今年4月26日に開かれた策伝会。参詣者は柳家福治さんの落語に聞き入った
今年4月26日に開かれた策伝会。参詣者は柳家福治さんの落語に聞き入った

参詣者でいっぱいの本堂に、どっと笑い声が起きた。訪れた人々は、プロの落語家の一席をたっぷりと楽しんだ。

広島市西区の浄土宗西山深草派誓願寺で毎年4月第4日曜日に開かれる「策伝会」では、落語だけでなく書院で茶会も催され、市民ら約200人で境内がにぎわう。

「参列者を楽しませたい」と願っていた広瀬隆慶住職(67)は、1991年の誓願寺創建400年の法要で、同寺を開いた安楽庵策伝上人にちなんで、本堂で落語を上演することを思い付いた。

上人は笑いをちりばめた説法を得意とし、著作の法話集『醒睡笑』が、後に落語のネタ本になったこともあって、「落語の祖」ともいわれている。

初回の演者は、三遊亭圓窓さん。熟練の話しぶりで参列者を沸かせ、本堂は寄席に様変わりした。広瀬住職は「初めてプロの落語を聞いたという人もいて、喜んでくれた。本堂に笑い声が響く様子を見て、年に1度ずつでも続けていこうと思った」と振り返る。

「檀家さんだけでなく、市民にお寺を開くことが大切だ」と話す。誓願寺はかつて約1万600平方メートルの敷地に壮大な大門や堂宇が並び、曹洞宗國泰寺、浄土真宗本願寺派広島別院と共に、広島の三大伽藍に数えられていた。だが45年8月6日、原子爆弾の投下で寺は一変する。建物は灰になり、当時の住職も亡くなった。

戦後、誓願寺跡地は復興計画で平和記念公園になり、現在地に移転。広瀬住職の師父・凖隆前住職が伽藍の再建を果たしたのは、63年のことだった。

策伝会は地域住民にとって、地元に引っ越してきた寺に、気軽に足を運ぶ機会にもなった。

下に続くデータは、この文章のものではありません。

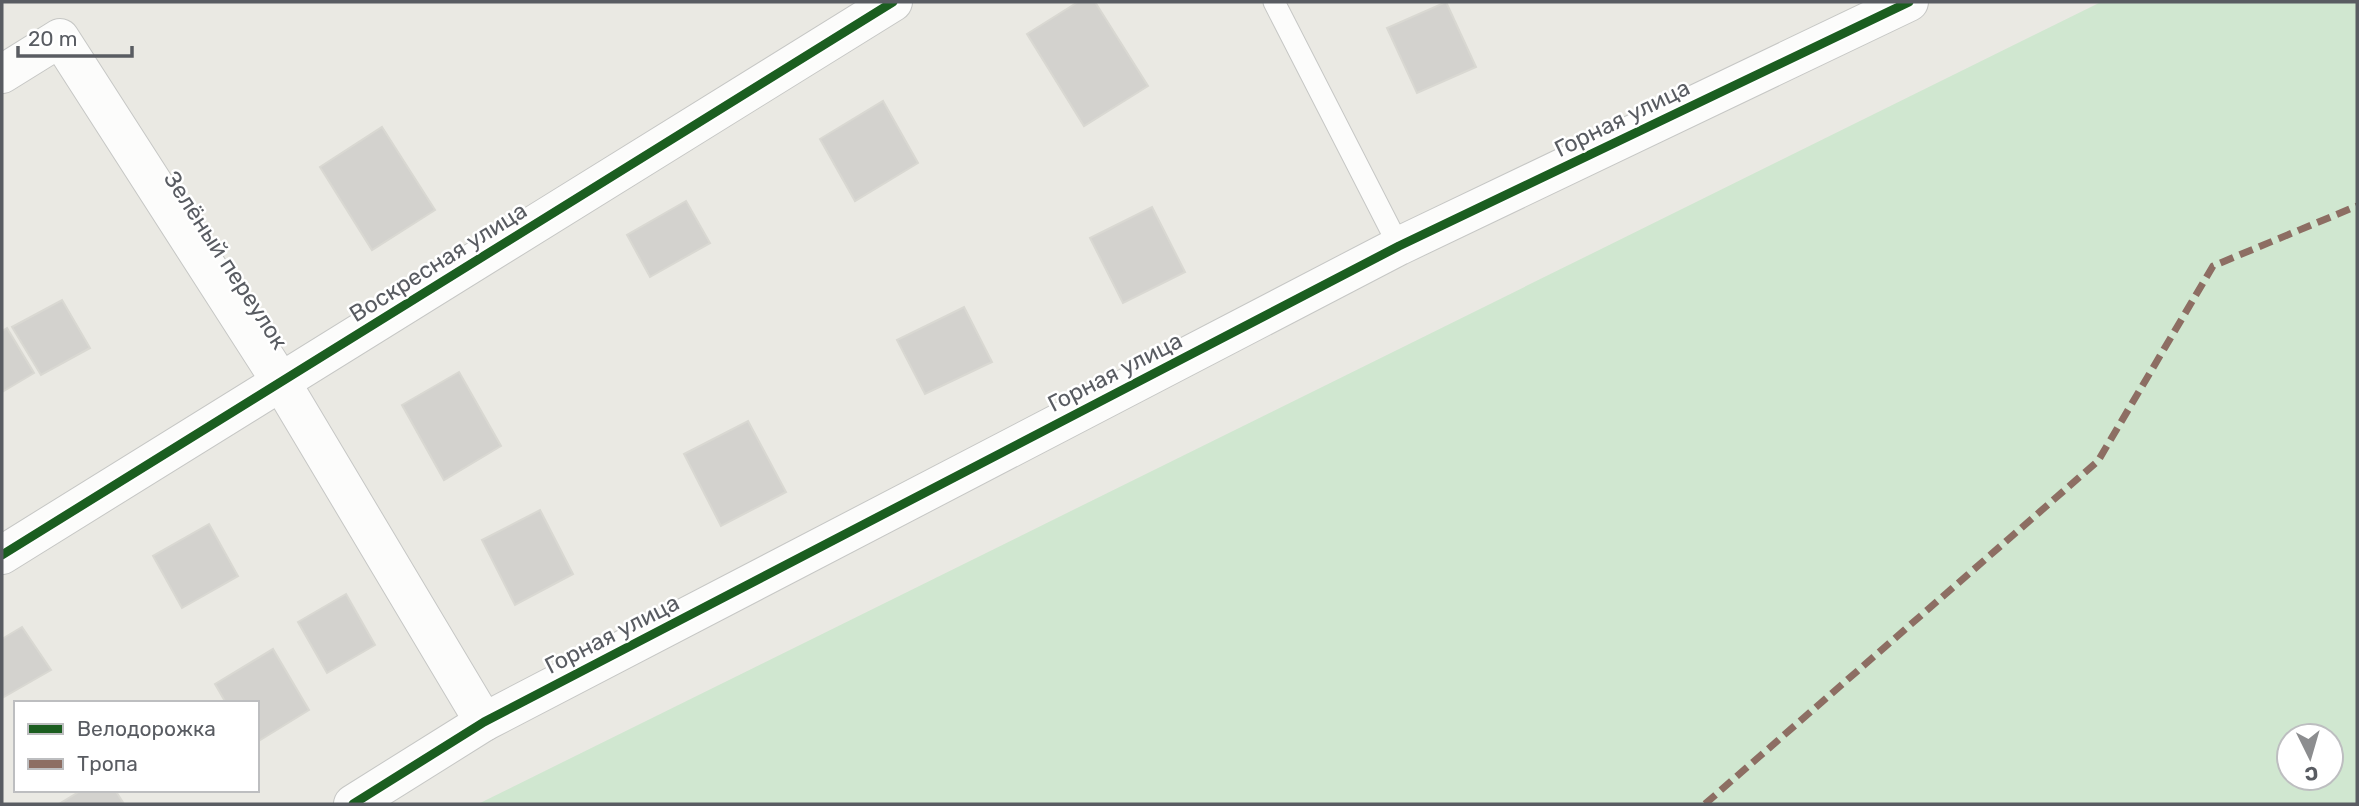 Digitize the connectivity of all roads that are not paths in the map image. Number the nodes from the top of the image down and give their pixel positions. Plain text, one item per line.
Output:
1 (893, 2) edge
2 (1274, 2) edge
3 (1909, 2) edge
4 (2, 74) edge
5 (1399, 246) junction
6 (281, 382) junction
7 (2, 555) edge
8 (484, 722) junction
9 (353, 804) edge

1 - 6 street, Воскресная улица
2 - 5 lane
3 - 5 street, Горная улица
4 - 6 street, Зелёный переулок
5 - 8 street, Горная улица
6 - 7 street, Воскресная улица
6 - 8 street, Зелёный переулок
8 - 9 street, Горная улица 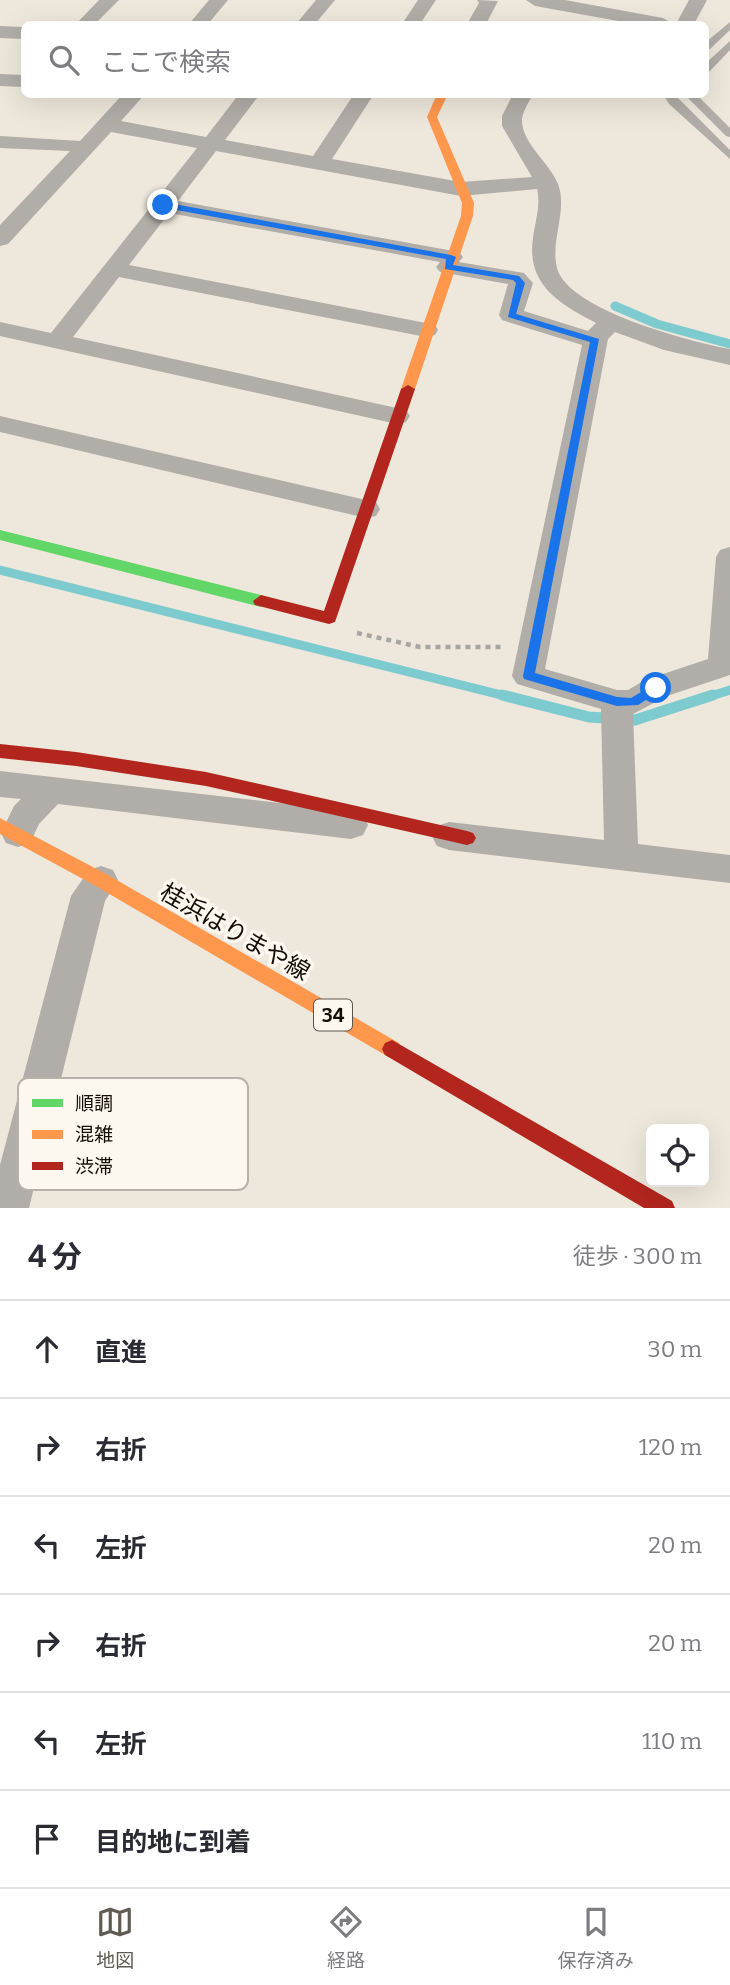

広瀬住職は茶道に通じ、和歌に秀でた文化人としての策伝上人の側面にも光を当ててきた。上人好みの茶釜「安楽庵釜」の復元も手掛けた。

策伝会の法要で身に着ける七条袈裟は、上人が愛した織物「安楽庵裂」で仕立てたものだ。「落語や茶を楽しみながら、気持ちを穏やかにしてもらいたい。そして皆さんに策伝上人について、もっと知っていただければ」と話す。